Et ce fut l’annonce à Marie d’une grossesse engendrée par l’Esprit-Saint qui fait de cet enfant un enfant fils de Dieu, un enfant-Dieu, Jésus («Dieu sauve ») pleinement homme et pleinement Dieu. Cet enfant, né d’une femme, devient ce frère universel de toute personne humaine, et cela rendra Jésus présent en tout membre de l’humanité: «chaque fois que vous l’avez fait à l’un de ces plus petits qui sont mes frères (habiller, nourrir, visiter…) c’est à moi que vous l’avez fait » (mtt 25,34-40). Cette capacité divine de l’enfant-Dieu se manifestera dans les signes qu’il donnera de sa filiation divine mais aussi dans sa victoire sur le mal. Personne n’a pu endosser tant de violence et de haine sans cesser d’aimer et cela jusqu’à la mort. Sa réponse fut le pardon : « Père, pardonne leur ils ne savent pas ce qu’ils font » (luc 23,34). Un amour si fort qu’il accepte sa mort donnée si bien que cette passion et sa mort seront sa glorification.
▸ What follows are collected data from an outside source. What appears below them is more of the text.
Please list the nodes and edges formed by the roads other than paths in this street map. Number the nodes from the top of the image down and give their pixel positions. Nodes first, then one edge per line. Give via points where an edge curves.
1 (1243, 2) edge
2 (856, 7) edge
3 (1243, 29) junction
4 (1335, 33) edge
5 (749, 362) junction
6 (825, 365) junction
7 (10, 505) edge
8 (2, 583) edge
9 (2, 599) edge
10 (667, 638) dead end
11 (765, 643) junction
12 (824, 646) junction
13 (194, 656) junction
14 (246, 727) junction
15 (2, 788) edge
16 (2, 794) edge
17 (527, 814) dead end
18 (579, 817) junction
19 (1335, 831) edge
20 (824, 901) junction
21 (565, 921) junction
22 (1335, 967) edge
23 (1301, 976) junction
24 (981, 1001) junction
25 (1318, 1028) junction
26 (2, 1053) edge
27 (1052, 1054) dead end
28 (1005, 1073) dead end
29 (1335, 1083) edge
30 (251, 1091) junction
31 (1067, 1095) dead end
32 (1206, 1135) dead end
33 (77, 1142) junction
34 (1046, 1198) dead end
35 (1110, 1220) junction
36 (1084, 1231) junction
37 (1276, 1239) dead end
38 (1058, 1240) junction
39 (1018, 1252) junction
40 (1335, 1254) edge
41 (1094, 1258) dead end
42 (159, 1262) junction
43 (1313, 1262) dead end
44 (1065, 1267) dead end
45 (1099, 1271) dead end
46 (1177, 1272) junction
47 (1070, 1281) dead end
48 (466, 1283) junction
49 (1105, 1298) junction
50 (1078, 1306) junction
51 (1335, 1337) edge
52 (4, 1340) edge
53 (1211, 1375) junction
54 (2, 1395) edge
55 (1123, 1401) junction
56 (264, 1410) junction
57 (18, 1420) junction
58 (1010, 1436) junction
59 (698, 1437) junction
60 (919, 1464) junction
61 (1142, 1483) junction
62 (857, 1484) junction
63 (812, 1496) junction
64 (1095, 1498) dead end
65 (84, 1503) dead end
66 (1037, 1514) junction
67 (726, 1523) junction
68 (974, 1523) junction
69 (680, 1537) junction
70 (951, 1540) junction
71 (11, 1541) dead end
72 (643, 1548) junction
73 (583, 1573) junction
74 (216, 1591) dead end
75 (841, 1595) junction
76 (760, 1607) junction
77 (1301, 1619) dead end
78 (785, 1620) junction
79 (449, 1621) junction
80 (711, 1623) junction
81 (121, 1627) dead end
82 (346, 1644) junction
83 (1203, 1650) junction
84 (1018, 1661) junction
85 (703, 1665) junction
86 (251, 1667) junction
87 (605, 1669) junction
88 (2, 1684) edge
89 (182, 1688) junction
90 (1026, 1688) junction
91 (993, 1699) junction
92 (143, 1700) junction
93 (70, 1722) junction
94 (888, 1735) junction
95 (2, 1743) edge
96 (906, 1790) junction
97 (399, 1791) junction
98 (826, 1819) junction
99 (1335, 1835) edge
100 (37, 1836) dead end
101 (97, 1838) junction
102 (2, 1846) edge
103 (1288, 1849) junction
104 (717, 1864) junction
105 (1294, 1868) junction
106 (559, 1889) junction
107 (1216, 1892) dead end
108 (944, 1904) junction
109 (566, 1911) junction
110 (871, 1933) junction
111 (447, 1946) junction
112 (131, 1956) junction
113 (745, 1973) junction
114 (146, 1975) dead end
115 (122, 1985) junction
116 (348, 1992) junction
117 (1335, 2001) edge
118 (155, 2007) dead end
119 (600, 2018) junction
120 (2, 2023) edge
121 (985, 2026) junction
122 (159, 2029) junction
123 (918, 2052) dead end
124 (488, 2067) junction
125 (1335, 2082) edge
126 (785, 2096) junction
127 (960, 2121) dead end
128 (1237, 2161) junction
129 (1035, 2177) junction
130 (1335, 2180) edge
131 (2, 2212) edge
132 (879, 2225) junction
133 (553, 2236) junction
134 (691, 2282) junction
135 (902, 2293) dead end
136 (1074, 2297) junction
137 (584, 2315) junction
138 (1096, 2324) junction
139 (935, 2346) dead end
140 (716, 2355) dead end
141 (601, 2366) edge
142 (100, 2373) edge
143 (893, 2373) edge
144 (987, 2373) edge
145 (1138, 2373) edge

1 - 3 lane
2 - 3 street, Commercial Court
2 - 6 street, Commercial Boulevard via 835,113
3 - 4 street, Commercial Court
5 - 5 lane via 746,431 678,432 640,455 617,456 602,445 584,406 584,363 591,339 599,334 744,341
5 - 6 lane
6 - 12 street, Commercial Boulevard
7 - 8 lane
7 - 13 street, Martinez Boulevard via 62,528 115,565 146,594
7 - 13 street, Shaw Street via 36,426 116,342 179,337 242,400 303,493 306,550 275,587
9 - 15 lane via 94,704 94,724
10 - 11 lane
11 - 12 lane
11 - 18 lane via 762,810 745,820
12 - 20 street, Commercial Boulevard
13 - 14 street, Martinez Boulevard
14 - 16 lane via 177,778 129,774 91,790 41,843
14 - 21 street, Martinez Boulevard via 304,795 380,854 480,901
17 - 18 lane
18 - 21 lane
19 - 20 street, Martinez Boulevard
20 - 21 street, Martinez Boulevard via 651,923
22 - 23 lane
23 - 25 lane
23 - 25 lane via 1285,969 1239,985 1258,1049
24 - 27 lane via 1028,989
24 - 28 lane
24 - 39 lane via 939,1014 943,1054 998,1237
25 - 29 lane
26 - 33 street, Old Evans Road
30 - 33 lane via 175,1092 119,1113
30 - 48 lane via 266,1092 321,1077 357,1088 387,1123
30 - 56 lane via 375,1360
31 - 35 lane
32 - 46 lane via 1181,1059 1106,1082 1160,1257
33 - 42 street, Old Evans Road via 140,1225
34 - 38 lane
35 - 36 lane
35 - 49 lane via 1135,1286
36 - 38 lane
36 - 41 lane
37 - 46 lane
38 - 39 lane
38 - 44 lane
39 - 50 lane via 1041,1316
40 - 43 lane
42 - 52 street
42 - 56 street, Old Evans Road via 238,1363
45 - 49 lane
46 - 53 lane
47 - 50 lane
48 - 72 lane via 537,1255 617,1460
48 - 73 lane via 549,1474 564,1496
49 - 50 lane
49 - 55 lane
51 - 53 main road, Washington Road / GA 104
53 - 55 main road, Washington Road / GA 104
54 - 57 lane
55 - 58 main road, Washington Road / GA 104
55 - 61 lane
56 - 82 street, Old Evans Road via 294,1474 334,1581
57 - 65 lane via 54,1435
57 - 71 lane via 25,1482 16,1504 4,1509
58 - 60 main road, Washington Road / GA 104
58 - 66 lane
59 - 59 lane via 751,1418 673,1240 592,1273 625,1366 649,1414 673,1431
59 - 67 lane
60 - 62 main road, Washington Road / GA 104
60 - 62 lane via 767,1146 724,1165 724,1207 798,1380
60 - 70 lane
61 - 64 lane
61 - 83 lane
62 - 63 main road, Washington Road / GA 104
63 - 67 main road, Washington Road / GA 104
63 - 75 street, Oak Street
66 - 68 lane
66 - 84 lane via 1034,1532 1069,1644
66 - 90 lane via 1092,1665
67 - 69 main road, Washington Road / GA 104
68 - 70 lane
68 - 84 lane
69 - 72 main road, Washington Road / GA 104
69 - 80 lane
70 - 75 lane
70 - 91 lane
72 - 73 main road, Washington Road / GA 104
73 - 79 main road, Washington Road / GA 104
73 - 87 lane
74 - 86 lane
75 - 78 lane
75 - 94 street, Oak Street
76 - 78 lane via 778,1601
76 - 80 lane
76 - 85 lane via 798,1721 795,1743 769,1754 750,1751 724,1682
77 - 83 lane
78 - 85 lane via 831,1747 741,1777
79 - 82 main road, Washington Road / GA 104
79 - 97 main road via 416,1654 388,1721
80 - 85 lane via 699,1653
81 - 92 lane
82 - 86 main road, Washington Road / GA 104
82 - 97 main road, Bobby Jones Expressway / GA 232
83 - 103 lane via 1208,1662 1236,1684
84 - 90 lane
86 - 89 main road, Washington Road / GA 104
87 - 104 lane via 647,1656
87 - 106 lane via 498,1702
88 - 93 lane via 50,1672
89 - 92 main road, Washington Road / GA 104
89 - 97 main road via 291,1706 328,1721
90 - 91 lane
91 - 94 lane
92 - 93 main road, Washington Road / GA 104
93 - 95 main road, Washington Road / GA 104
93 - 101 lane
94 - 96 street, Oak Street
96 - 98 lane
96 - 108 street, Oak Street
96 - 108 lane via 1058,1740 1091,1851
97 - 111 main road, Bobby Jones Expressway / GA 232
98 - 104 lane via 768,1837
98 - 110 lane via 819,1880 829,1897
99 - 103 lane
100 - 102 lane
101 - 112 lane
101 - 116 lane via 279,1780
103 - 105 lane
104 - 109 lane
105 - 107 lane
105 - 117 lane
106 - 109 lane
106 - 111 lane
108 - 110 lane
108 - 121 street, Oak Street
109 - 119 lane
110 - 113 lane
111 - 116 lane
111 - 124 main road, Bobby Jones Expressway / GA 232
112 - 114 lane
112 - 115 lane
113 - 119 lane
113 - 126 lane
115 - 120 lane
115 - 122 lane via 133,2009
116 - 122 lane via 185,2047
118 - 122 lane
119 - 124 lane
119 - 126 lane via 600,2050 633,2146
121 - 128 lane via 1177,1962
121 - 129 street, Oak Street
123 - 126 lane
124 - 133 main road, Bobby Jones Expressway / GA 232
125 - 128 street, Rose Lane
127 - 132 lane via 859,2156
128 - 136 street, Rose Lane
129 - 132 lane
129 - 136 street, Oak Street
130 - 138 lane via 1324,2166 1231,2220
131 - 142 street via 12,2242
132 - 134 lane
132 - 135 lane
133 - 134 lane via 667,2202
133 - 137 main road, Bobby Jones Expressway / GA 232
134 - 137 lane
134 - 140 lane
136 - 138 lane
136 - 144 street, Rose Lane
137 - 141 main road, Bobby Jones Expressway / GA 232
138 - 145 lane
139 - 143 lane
Le démon, qui avait tenté Jésus à trois reprises au désert (Luc 4,1-12), lui avait donné rendez-vous « au moment fixé »(luc 4,13) ce sera la passion; après avoir suscité un tel déchainement de haine menant à la mort de Jésus, il pensait vivre alors sa victoire complète mais il eut la tête piétinée par Marie, selon la prédiction du livre de la Genèse (Gen 3,15), la seule à conserver la foi en la vie, et il fut vaincu par la résurrection du Fils grâce à la puissance du Père. Si la naissance de Jésus fut la rencontre du ciel et de la terre, le baiser de Dieu à l’humanité, la Résurrection fut le déferlement de la réalité même de Dieu, cette explosion de sa puissance d’amour sur Jésus et en Jésus. Ce fut le Jour du Seigneur, la manifestation du projet de la bienveillance de Dieu de redonner à l’homme cette union à Dieu en Jésus, pleinement homme. En Jésus se manifeste l’homme restauré, recréé obéissant au projet divin de Dieu d’associer l’homme et l’humanité à son univers d’amour total. C’est Jésus le Grand Prêtre, le contributeur parfait et unique de ce projet.
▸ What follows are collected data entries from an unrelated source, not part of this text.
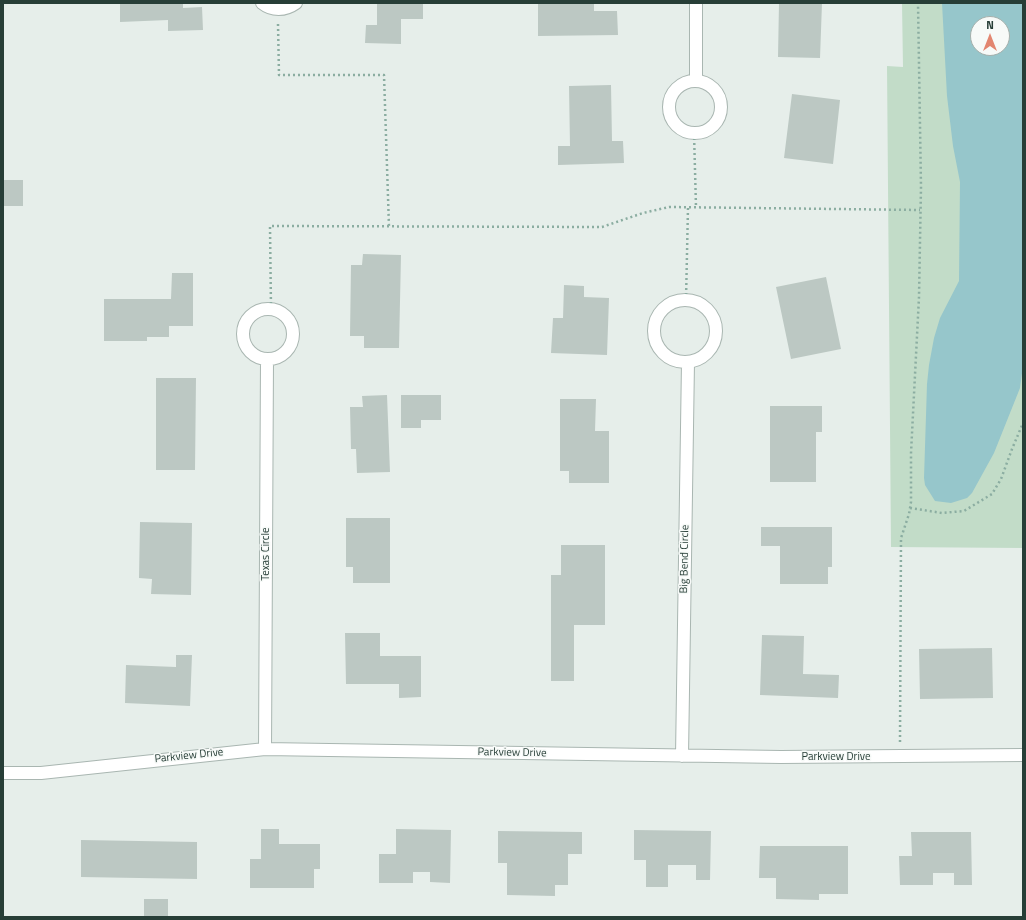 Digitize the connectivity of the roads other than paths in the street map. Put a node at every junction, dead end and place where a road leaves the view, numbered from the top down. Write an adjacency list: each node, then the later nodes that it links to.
1 (262, 3): 2 (street)
2 (296, 3)
3 (696, 3): 4 (street)
4 (696, 81): 4 (street)
5 (267, 360): 5 (street); 7 (street, Texas Circle)
6 (688, 362): 6 (street); 8 (street, Big Bend Circle)
7 (265, 749): 8 (street, Parkview Drive); 10 (street, Parkview Drive)
8 (682, 756): 9 (street, Parkview Drive)
9 (1023, 756)
10 (3, 773)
Face à cela nous ne sommes pas spectateurs impuissants car il nous est proposé cette vie nouvelle par le baptême qui nous ouvre et nous donne cette communion divine, cette nouvelle naissance, que «la chair et le sang » ne peuvent procurer. Notre avenir à nous est de nous incorporer au Christ ressuscité; que le Christ vive en nous et que nous vivions en lui ! Pour cela il nous a donné le Pain de Vie qui peu à peu nous assimile au Christ et nous établit, au service de nos frères, en veilleurs des manifestations de Dieu dans notre monde.
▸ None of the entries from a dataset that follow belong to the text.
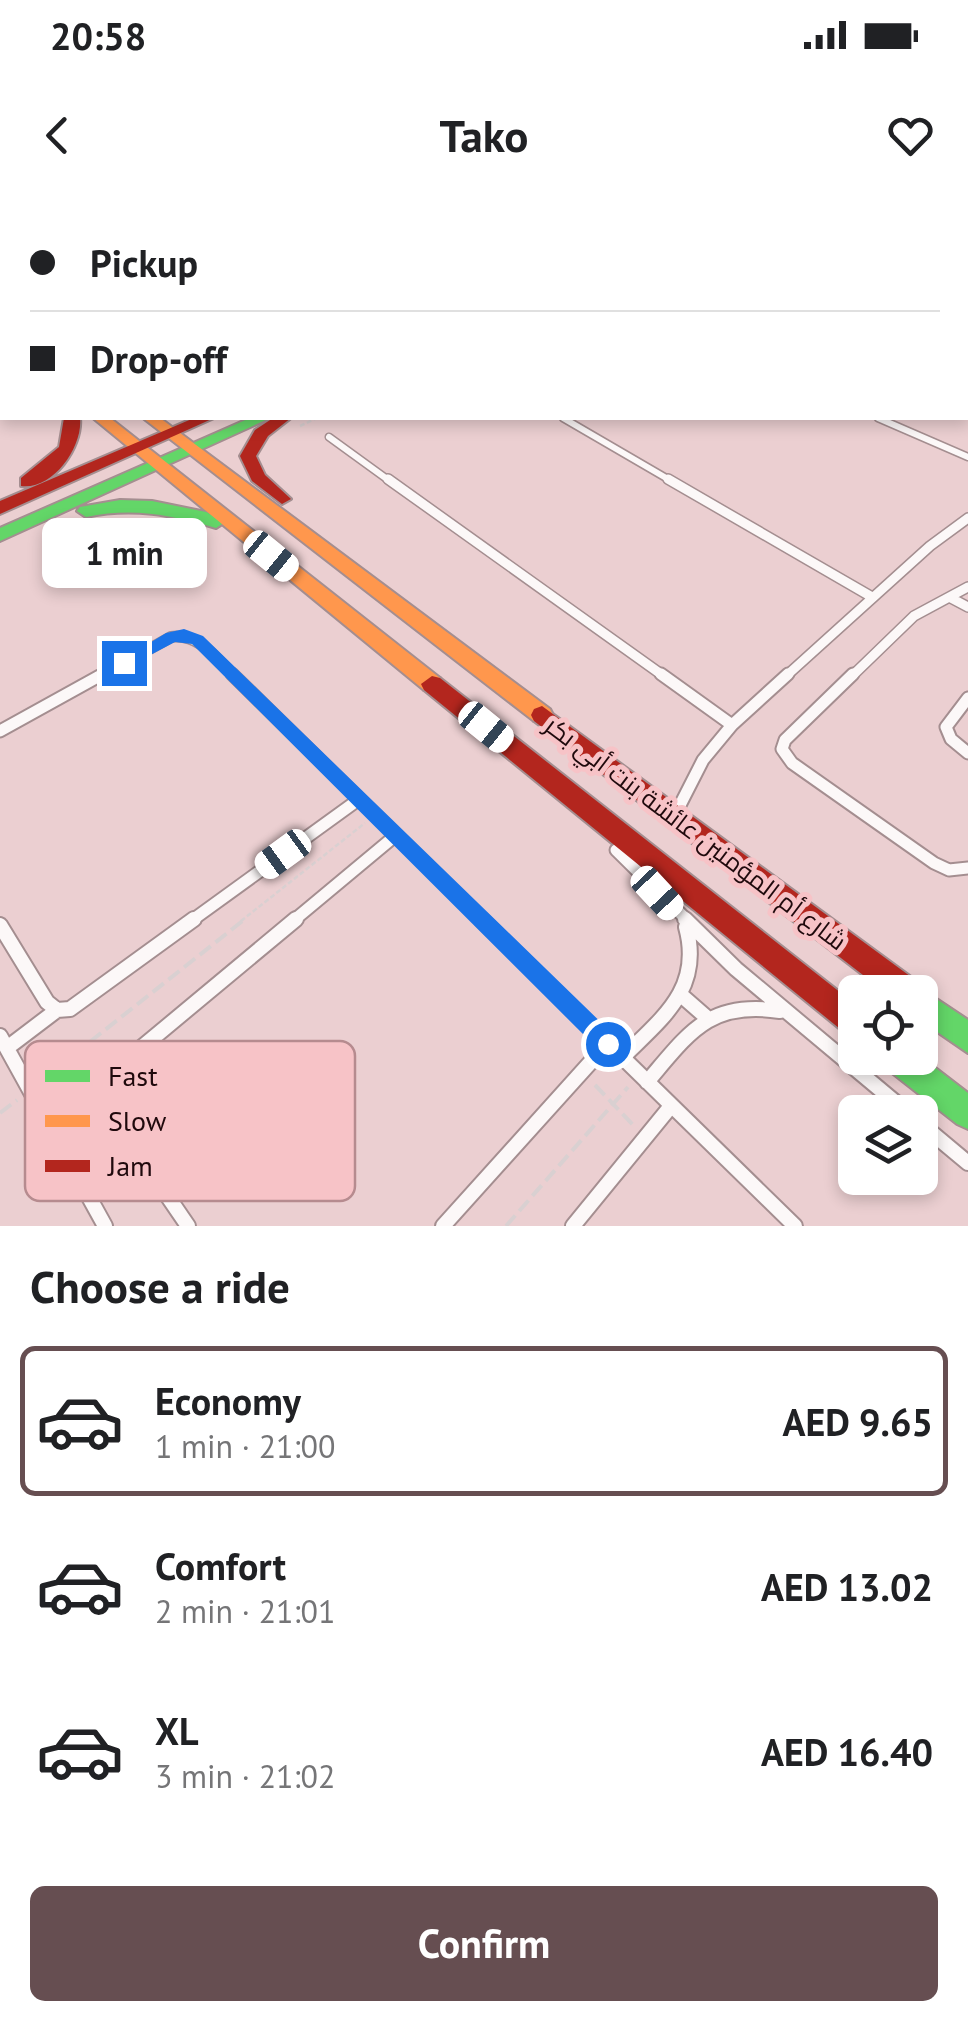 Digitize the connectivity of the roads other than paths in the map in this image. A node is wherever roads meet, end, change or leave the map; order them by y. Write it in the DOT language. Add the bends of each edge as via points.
graph roads {
  1 [pos="73,420"];
  2 [pos="103,420"];
  3 [pos="153,420"];
  4 [pos="204,420"];
  5 [pos="228,420"];
  6 [pos="255,420"];
  7 [pos="280,420"];
  8 [pos="567,420"];
  9 [pos="883,420"];
  10 [pos="329,437"];
  11 [pos="181,441"];
  12 [pos="148,456"];
  13 [pos="968,456"];
  14 [pos="0,496"];
  15 [pos="0,508"];
  16 [pos="968,518"];
  17 [pos="0,521"];
  18 [pos="240,531"];
  19 [pos="0,535"];
  20 [pos="0,546"];
  21 [pos="968,586"];
  22 [pos="872,597"];
  23 [pos="384,598"];
  24 [pos="951,598"];
  25 [pos="968,607"];
  26 [pos="968,698"];
  27 [pos="732,725"];
  28 [pos="0,731"];
  29 [pos="968,753"];
  30 [pos="548,776"];
  31 [pos="358,800"];
  32 [pos="675,817"];
  33 [pos="395,836"];
  34 [pos="968,868"];
  35 [pos="684,921"];
  36 [pos="0,924"];
  37 [pos="885,975"];
  38 [pos="682,996"];
  39 [pos="838,1009"];
  40 [pos="58,1010"];
  41 [pos="786,1012"];
  42 [pos="705,1016"];
  43 [pos="938,1016"];
  44 [pos="968,1038"];
  45 [pos="149,1041"];
  46 [pos="3,1042"];
  47 [pos="608,1044"];
  48 [pos="622,1058"];
  49 [pos="919,1075"];
  50 [pos="643,1078"];
  51 [pos="25,1084"];
  52 [pos="886,1095"];
  53 [pos="672,1106"];
  54 [pos="968,1114"];
  55 [pos="938,1138"];
  56 [pos="968,1163"];
  57 [pos="92,1201"];
  58 [pos="171,1201"];
  59 [pos="106,1226"];
  60 [pos="188,1226"];
  61 [pos="443,1226"];
  62 [pos="574,1226"];
  63 [pos="794,1226"];
  1 -- 14 [label="main road" via="72,443 58,460"];
  2 -- 12 [label="main road, شارع أم المؤمنين عائشة بنت أبي بكر"];
  3 -- 11 [label="main road, شارع أم المؤمنين عائشة بنت أبي بكر"];
  4 -- 11 [label="main road"];
  5 -- 11 [label="main road"];
  6 -- 11 [label="main road"];
  7 -- 23 [label="main road" via="254,441 250,465"];
  8 -- 22 [label="lane"];
  9 -- 13 [label="lane"];
  10 -- 27 [label="lane"];
  11 -- 12 [label="main road"];
  11 -- 23 [label="main road, شارع أم المؤمنين عائشة بنت أبي بكر"];
  12 -- 15 [label="main road"];
  12 -- 17 [label="main road"];
  12 -- 18 [label="main road, شارع أم المؤمنين عائشة بنت أبي بكر"];
  12 -- 19 [label="main road"];
  16 -- 22 [label="lane"];
  18 -- 20 [label="main road" via="190,511 138,502 88,510"];
  18 -- 30 [label="main road, شارع أم المؤمنين عائشة بنت أبي بكر"];
  21 -- 24 [label="lane"];
  22 -- 27 [label="lane"];
  23 -- 32 [label="main road, شارع أم المؤمنين عائشة بنت أبي بكر"];
  24 -- 25 [label="lane"];
  24 -- 34 [label="lane" via="914,616 782,749 792,764 934,864"];
  26 -- 29 [label="lane" via="946,727"];
  27 -- 32 [label="lane" via="703,760"];
  28 -- 31 [label="lane" via="184,635 197,640"];
  30 -- 35 [label="lane"];
  30 -- 39 [label="main road, شارع أم المؤمنين عائشة بنت أبي بكر"];
  31 -- 33 [label="lane"];
  31 -- 40 [label="lane" via="70,1009"];
  32 -- 37 [label="main road, شارع أم المؤمنين عائشة بنت أبي بكر"];
  33 -- 45 [label="lane"];
  33 -- 47 [label="lane"];
  35 -- 38 [label="lane" via="692,967"];
  35 -- 41 [label="lane"];
  36 -- 40 [label="lane"];
  38 -- 42 [label="lane"];
  38 -- 48 [label="lane"];
  40 -- 46 [label="lane"];
  41 -- 42 [label="lane" via="735,1007"];
  41 -- 52 [label="lane"];
  42 -- 50 [label="lane"];
  43 -- 44 [label="main road"];
  46 -- 51 [label="lane"];
  47 -- 48 [label="lane"];
  47 -- 61 [label="lane"];
  48 -- 50 [label="lane"];
  49 -- 54 [label="main road"];
  50 -- 53 [label="lane"];
  53 -- 62 [label="lane"];
  53 -- 63 [label="lane"];
  55 -- 56 [label="lane"];
  57 -- 59 [label="lane"];
  58 -- 60 [label="lane"];
}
Alors le grand jour du retour du Seigneur sera un jour de joie car il viendra tel qu’il est, feu d’amour purificateur qui consumera tout ce qui n’est pas pur amour en nous et dans le monde. Il fortifiera en chacun le bon grain et brulera l’ivraie, si bien que nous pourrons tous nous regarder sans honte ni rancœur ; le mal sera vaincu et extirpé en nous tous. Alors notre chant ne sera que louange au Seigneur trois fois saint, en compagnie des anges, des Principautés, des apôtres et des saints, les célèbres et tous ceux du quotidien.

                                     « Gloire à Dieu au plus haut des Cieux
                               et paix sur la terre aux hommes ses bien aimés ».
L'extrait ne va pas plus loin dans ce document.